Here, we examined neuronal correlates of multiple elements of economic choice in four medial prefrontal cortex regions. Confirming and extending our previous results, we find that these regions show largely similar value-related signals38,40. Indeed, by none of the measures we chose did these regions differ qualitatively. This result suggests that the regions do not have conspicuous qualitative differences along the dimensions we studied but leaves open the possibility that they differ quantitatively. Our major finding is that, by several measures, the regions appear to be organized by the functional gradient. First, twelve basic task variables are consistently more decodable later in the gradient. These include both abstract (economic) and spatial variables. Second, the intrinsic timescale is longer later in the gradient. Overall, our results are consistent with the idea that the four regions serve as part of a roughly ventral-to-dorsal functional gradient that gradually transforms neural encodings10.
The idea that prefrontal regions have a largely gradient-based organization was pioneered by Fuster, who proposed a functional gradient from the sensory to the motor areas and involving the “association cortex” between them18. Although he (like many subsequent thinkers) was mainly focused on the lateral prefrontal cortex, the same logic may extend to medial areas. However, the most logical organization of such areas is not obvious, either anatomically or functionally. There are many possibilities. Primarily using anatomical connectivity patterns, Price and colleagues classify all four of our recorded regions in his “medial network”, which they propose are responsible for visceromotor functions, and contrasting with the “orbital network”, responsible for sensory functions52,53. Based on cytoarchitecture and laminar connectivity patterns, Barbas and Pandya36 take a somewhat different view. For them, areas 25, 24, and 32, as relatively undifferentiated cingulate cortex, are all placed in a similar, low position in a mediodorsal gradient.
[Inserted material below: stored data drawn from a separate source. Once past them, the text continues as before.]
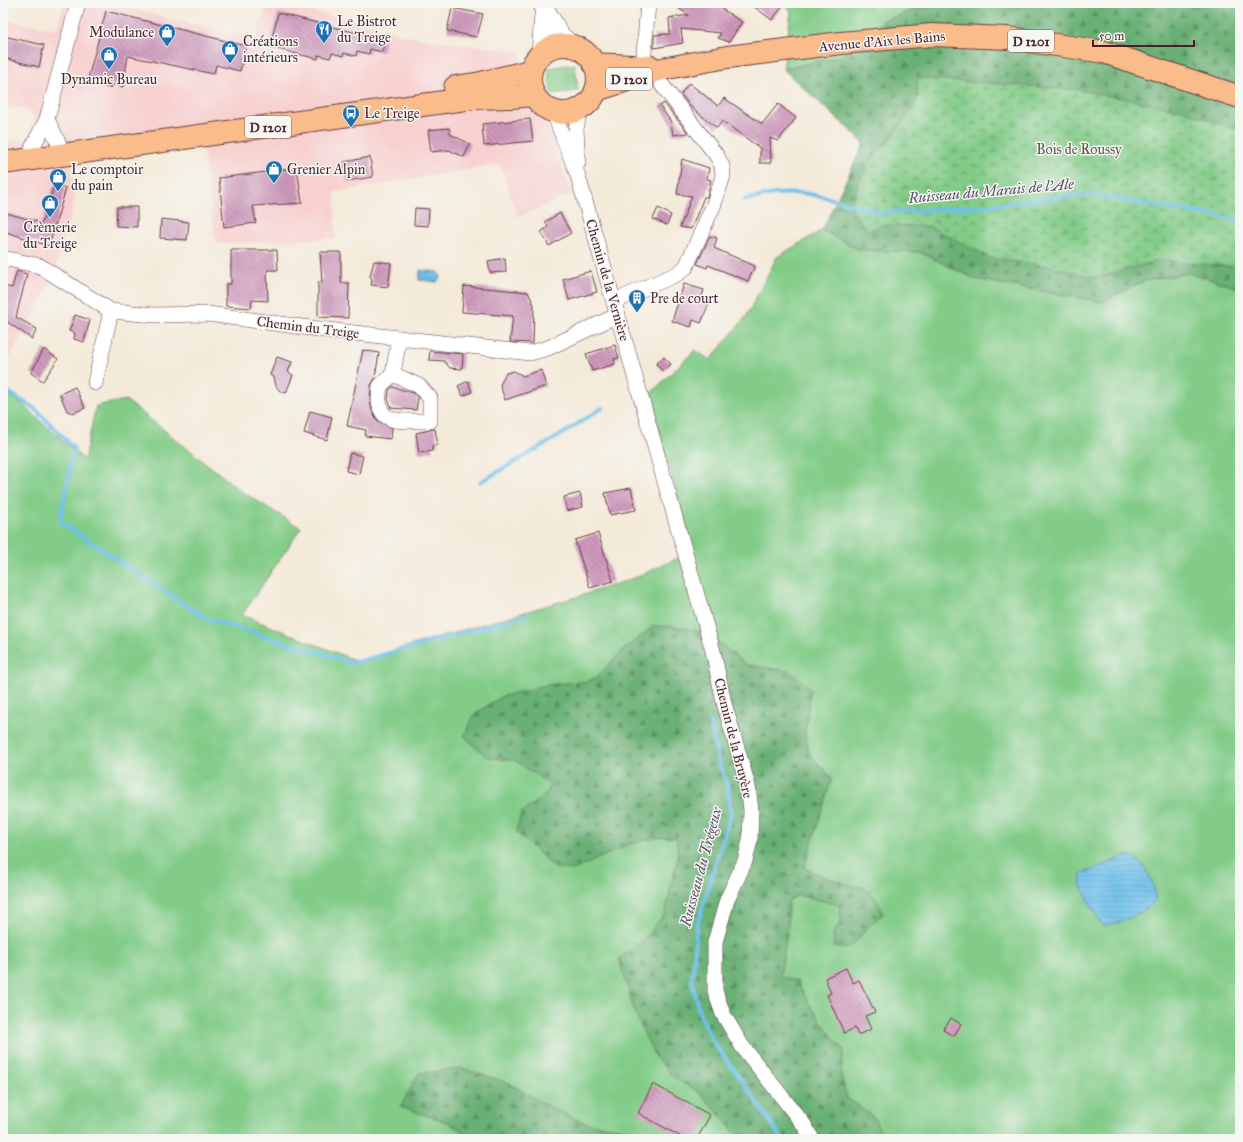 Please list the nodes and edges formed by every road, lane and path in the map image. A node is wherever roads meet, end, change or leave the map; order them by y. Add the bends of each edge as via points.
1 (78, 3) edge
2 (648, 3) edge
3 (544, 6) edge
4 (572, 46) junction
5 (536, 63) junction
6 (594, 64) junction
7 (656, 73) junction
8 (596, 90) junction
9 (533, 95) junction
10 (1240, 97) edge
11 (580, 109) junction
12 (553, 111) junction
13 (47, 119) junction
14 (59, 144) junction
15 (32, 148) junction
16 (3, 151) edge
17 (3, 163) edge
18 (578, 176) junction
19 (3, 258) edge
20 (616, 308) junction
21 (111, 311) junction
22 (399, 338) junction
23 (393, 374) dead end
24 (95, 383) dead end
25 (637, 383) joint
26 (812, 1139) edge

1 - 13 street
2 - 7 street
3 - 4 street via 560,35
3 - 5 street
4 - 5 main road via 556,47
4 - 6 main road via 588,56
5 - 9 main road via 530,87
5 - 14 main road, D 1201 via 480,83
6 - 7 main road, D 1201
6 - 8 main road
7 - 8 main road, D 1201
7 - 10 main road, Avenue d'Aix les Bains / D 1201 via 764,53 932,35 1008,38 1104,52
7 - 20 street via 718,156 723,176 714,204 686,267
8 - 11 main road via 592,98
9 - 12 main road via 539,103
9 - 17 main road, D 1201 via 473,98
11 - 12 main road via 569,113
11 - 18 street, Chemin de la Vernière via 576,129
12 - 18 street, Chemin de la Vernière
13 - 14 street
13 - 15 street
14 - 15 main road, D 1201
15 - 16 main road, D 1201
18 - 20 street, Chemin de la Vernière
19 - 21 street, Chemin du Treige via 40,266
20 - 22 street, Chemin du Treige via 548,348 530,353
20 - 25 street, Chemin de la Vernière
21 - 22 street, Chemin du Treige via 154,315 208,314
21 - 24 street
22 - 23 street
25 - 26 street, Chemin de la Bruyère via 748,786 751,810 750,840 745,861 727,900 715,942 715,991 723,1014 742,1046 804,1125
Area 14, split between the mediodorsal and basoventral trends, occupies a somewhat higher position in the gradient. Our results (although we interpret them differently with respect to a gradient) are not necessarily inconsistent with such a framework, as increased decodability and timescales may simply be a hallmark of less-differentiated PFC regions.
Alternatively, topology would suggest possible ventrodorsal (14→25→32→24) or genu-adhering (25→14→32→24) gradients. The first one is consistent with the idea that OFC (Price’s orbital network) serves as the entryway for economic information to the prefrontal cortex, and area 14 as its next station3,54. Our work supports the ventrodorsal hypothesis most strongly, thereby offering the first electrophysiological evidence for one specific medial prefrontal gradient. One prediction of this gradient is that medial area 9 (dorsomedial prefrontal cortex) should be one step above the recorded areas in our analyses55. We might also expect that sensory choice information is received by orbitofrontal cortical area 13, and then relayed to the medial prefrontal cortex; thus we would expect area 13 to be below the recorded areas in this gradient, to have shorter intrinsic timescales, and to have less decodable information.
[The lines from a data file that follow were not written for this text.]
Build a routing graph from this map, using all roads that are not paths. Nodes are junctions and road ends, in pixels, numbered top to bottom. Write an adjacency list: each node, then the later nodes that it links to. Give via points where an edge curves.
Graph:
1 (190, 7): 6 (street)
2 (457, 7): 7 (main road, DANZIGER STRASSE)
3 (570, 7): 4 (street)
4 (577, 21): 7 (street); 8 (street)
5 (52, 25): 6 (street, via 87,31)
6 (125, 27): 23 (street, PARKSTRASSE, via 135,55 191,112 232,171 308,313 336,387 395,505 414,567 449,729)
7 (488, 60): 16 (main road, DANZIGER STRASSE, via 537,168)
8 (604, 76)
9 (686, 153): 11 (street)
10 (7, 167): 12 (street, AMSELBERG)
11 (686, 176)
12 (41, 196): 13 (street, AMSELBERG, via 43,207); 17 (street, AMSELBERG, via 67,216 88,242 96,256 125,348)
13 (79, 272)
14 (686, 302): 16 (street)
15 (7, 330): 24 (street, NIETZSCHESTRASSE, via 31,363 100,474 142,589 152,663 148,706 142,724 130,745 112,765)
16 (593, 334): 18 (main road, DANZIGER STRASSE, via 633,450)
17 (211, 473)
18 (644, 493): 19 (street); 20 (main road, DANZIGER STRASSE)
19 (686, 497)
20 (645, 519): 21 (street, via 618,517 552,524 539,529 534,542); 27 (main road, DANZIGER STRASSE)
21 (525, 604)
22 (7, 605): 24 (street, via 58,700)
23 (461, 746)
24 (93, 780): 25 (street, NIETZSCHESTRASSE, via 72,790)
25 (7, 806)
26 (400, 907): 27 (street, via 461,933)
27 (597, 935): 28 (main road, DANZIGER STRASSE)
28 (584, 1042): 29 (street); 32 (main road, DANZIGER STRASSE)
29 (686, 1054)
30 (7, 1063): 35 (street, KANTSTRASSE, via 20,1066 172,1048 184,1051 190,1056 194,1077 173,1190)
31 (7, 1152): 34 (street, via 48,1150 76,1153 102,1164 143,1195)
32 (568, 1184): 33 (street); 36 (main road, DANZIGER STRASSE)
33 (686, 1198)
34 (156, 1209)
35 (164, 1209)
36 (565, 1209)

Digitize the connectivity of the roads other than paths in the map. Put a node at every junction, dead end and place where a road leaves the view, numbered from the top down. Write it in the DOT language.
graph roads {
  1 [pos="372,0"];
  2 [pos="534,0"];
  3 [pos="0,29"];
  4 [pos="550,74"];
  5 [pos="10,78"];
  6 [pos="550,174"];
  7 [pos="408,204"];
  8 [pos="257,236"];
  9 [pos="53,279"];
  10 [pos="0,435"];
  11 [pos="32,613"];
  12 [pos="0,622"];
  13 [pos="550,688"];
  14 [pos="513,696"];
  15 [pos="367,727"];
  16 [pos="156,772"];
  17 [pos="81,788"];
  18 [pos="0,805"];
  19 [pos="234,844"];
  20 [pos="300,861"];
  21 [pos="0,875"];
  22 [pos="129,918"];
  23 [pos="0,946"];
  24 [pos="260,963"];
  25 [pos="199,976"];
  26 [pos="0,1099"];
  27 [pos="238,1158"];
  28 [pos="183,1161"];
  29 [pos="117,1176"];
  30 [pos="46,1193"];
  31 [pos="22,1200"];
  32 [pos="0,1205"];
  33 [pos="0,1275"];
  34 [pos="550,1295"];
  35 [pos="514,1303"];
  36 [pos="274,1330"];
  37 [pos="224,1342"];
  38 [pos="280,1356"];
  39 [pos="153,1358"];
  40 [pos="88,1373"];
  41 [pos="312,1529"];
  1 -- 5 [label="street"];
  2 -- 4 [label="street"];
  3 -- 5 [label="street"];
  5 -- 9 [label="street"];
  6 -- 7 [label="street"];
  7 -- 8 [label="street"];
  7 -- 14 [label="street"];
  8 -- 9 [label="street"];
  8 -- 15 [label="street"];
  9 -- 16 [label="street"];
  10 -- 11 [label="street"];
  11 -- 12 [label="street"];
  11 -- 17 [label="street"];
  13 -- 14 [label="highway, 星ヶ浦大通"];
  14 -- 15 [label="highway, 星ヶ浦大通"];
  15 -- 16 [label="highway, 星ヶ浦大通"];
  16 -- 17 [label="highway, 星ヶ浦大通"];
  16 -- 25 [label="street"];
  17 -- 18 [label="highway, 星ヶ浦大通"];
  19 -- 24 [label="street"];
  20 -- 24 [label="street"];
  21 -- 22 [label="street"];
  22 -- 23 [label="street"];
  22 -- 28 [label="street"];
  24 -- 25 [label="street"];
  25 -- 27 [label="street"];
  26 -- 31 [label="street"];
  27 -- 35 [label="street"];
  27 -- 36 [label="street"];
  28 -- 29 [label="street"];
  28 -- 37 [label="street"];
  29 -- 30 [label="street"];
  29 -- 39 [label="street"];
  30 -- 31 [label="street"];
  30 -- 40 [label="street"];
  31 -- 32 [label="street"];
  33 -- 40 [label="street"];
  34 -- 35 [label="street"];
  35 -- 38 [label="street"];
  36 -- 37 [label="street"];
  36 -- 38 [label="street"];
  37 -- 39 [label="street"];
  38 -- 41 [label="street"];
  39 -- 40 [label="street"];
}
Our results suggest that these four regions have largely overlapping functions in the domain of economic choice. Notably, our results do not imply that these regions have identical functions, nor that their differences are solely quantitative. Indeed, there is plentiful evidence that these regions have important qualitative differences37,56,57. To give an example, in a social aggression paradigm, activation of the ventral medial prefrontal cortex correlates with skin conductance response, perhaps reflecting its strong interactions with the hypothalamus and periaqueductal gray, while activation of the dorsal medial prefrontal cortex is more cognitive in nature58. Our results do not challenge or invalidate such categorical functional differences. Rather, they suggest that these regions have qualitative differences in some domains and quantitative differences in at least one domain, the domain of economic choice. Indeed, our results do point to a potential limitation too much of traditional functional neuroanatomy. Much of that work is focused exclusively on identifying the unique contributions of particular regions. While that work is critically important, it necessarily ignores the kinds of brain functions that are not uniquely implemented by specific regions. We believe that economic choice is one such function10.
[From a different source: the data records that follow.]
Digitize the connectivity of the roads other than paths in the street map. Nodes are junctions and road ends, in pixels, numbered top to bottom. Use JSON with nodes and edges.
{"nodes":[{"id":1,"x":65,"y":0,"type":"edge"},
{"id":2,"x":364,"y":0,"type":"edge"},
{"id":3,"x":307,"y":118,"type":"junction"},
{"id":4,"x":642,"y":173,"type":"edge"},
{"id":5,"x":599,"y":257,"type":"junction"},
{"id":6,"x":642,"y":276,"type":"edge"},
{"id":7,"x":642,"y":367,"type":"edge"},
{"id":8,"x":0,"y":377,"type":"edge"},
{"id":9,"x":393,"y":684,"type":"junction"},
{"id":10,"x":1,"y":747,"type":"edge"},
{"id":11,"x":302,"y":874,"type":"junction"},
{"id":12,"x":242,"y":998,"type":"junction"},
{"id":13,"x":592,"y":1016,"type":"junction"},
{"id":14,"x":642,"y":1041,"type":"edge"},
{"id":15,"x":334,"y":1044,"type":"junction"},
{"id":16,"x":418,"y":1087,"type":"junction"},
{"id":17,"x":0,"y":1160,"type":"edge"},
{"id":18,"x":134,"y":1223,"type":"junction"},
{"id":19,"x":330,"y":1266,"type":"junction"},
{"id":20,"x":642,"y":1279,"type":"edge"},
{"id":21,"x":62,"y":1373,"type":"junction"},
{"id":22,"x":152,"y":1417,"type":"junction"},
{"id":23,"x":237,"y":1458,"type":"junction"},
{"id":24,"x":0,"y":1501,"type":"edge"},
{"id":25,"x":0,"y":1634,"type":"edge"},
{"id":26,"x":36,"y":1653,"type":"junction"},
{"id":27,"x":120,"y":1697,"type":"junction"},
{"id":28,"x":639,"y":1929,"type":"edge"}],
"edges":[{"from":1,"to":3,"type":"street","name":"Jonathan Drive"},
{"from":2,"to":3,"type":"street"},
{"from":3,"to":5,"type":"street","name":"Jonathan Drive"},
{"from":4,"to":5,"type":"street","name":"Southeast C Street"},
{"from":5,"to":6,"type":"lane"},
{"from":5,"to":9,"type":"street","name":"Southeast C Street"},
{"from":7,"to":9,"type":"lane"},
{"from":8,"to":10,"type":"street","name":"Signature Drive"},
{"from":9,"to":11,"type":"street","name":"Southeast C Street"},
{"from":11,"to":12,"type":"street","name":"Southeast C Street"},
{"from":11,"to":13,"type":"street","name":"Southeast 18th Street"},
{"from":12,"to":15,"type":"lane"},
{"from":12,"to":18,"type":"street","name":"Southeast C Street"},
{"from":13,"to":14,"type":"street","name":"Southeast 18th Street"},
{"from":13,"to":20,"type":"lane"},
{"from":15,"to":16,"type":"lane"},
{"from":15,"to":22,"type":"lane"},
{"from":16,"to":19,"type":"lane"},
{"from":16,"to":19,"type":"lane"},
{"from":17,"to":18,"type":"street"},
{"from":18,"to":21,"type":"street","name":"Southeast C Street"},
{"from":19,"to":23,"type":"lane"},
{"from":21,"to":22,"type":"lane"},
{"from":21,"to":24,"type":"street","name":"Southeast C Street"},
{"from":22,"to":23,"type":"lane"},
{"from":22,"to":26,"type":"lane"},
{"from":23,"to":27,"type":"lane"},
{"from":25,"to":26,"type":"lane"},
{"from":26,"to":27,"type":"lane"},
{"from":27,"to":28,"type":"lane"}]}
We propose that there are essentially three primary organizations the system could take: (1) modular, (2) hierarchical, and (3) a continuum/gradient. In a modular organization, each structure would be responsible for performing some unique and distinct set of computations. The differences between structures would be qualitative. That is, the type of information encoded would differ, but there would not necessarily be differences in the amount of information encoded or the speed at which it is encoded. In a hierarchical organization, information encoding would differ both quantitatively and qualitatively between structures. By contrast, in a gradient organization information encoded by distinct structure would differ primarily only in the amount of encoded information of a given type. There is a general view in neuroeconomics that early reward representations encoded offers and value and later ones encode choice27. While there is a large body of empirical work supporting that view, our results are in keeping with several studies, included some of our own, that argue against it. In particular, in previous studies, we have demonstrated robust spatial selectivity in putative early reward regions, an indication of an action plan involving the spatial orientation of the intended choice43,59. In keeping with these previous findings, our results support an alternative view. Rather than a goods-to-action transformation, information is the same earlier in the functional gradient as it is later, which is more in line with a cognitive map that tracks choices and potential outcomes. Such representational schemes are particularly likely to be useful in complex and continuous decision-making tasks60. One possibility is that there is a modular organization of a somewhat different form than we have proposed. Specifically, it is possible that each region in the series represents a large qualitative step from the one before. Unfortunately, our data are not sufficient to differentiate this organization from smoother ones. Either way, our data are consistent with a series in which each area carries information in a progressively more legible format.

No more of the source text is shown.